17 November 1558, Mary died and was succeeded the same day by her half sister, Elizabeth I, the daughter of Henry VIII and
  Anne Boylen (the latter having been beheaded by the former on 19 May 1536). Elizabeth had been brought up in the just-created "Protestant" faith. This she could not renounce and also retain her thrown, for to renounce the English Reformation and return to the Church would mean that Henry VIII's divorce from Catherine of Aragon was invalid. This divorce had been approved by the newly-appointed-by-Henry Protestant Archbishop of Canterbury (and former house chaplain of the Boylen family) Thomas Cranmer, but it was rejected by the body of earlier English bishops and the Pope. If the divorce from Catherine was invalid then Henry's marriage to Anne Boylen was also invalid and Elizabeth was a bastard and not eligible for the throne. Well, we do not have to guess which way Elizabeth chose. She died unmarried and childless after a reign of 44 years, and the Tudor Dynasty came to an end — Henry VIII's chief dread came to pass. Although Elizabeth was an extraordinarily astute statesman, the Great and Golden Elizabethan Age is remembered because of the accomplishments of builders and musicians and especially poets and dramatists, the most important of whom by far, William Shakespeare, was a crypto-Catholic. Elizabeth was no patron of the arts. She left behind an economy in severe decline, rising prices and falling standards of living, due in part to her crony practices of granting monopolies to her hangers-on. Her chief accomplishments were staying on the throne until her own natural death and further ossifying the dis-unity of the Church. On her death, her throne passed to the son of the cousin whose head she had cut off on 8 February 1587, the Catholic but incompetent Mary Queen of Scots. Elizabeth avoided making this move during Mary's 20 year imprisonment. Elizabeth hoped that one of her subordinates would poison or otherwise kill Mary, so that she, Elizabeth, could deflect from herself responsibility and blame for the act, resenting greatly that none would. The reader can conclude for her- or himself in what esteem such a leader is to be held. So on
24 March 1603 on the death of the 69 year old Elizabeth, James VI of Scotland, the Protestant son of Catholic Mary Queen of
  Scots, became also James I of England. This is the same Prince James to whom the Authorized or King James Version, English-language translation of the Bible is dedicated and after whom the colony of Jamestown in Virginia was named. On James' death on
27 March 1625, his son Charles I became king, King of England, King of Scotland and "King of Ireland", and Charles, who did not much care for Calvinism, ruled until his head was cut off on 30 January 1649.

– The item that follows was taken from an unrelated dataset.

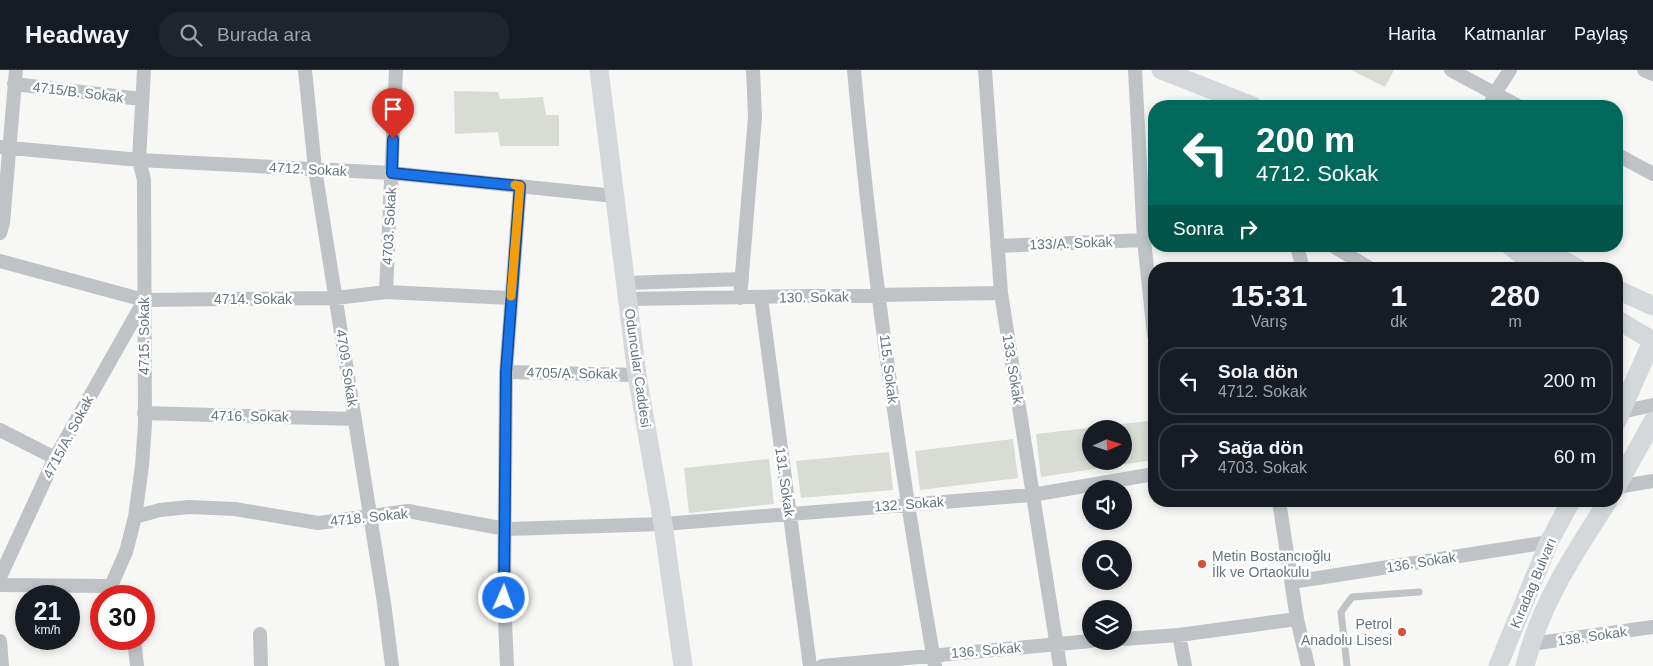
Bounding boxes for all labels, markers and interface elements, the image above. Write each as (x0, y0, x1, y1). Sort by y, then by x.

Now of course this chronology could be brought down to the 21st Century, but from the perspective of Christian unity — or in the case, dis-unity — the above time line adequately summarizes the decisive events. During those years the die was cast. But was not the most important individual almost entirely left out of this drama? True he was not as interesting a subject for a dramatization as were Henry or Anne or Elizabeth. But has not Thomas Cranmer in many ways had the most lasting impact, or at any rate been second only to Henry?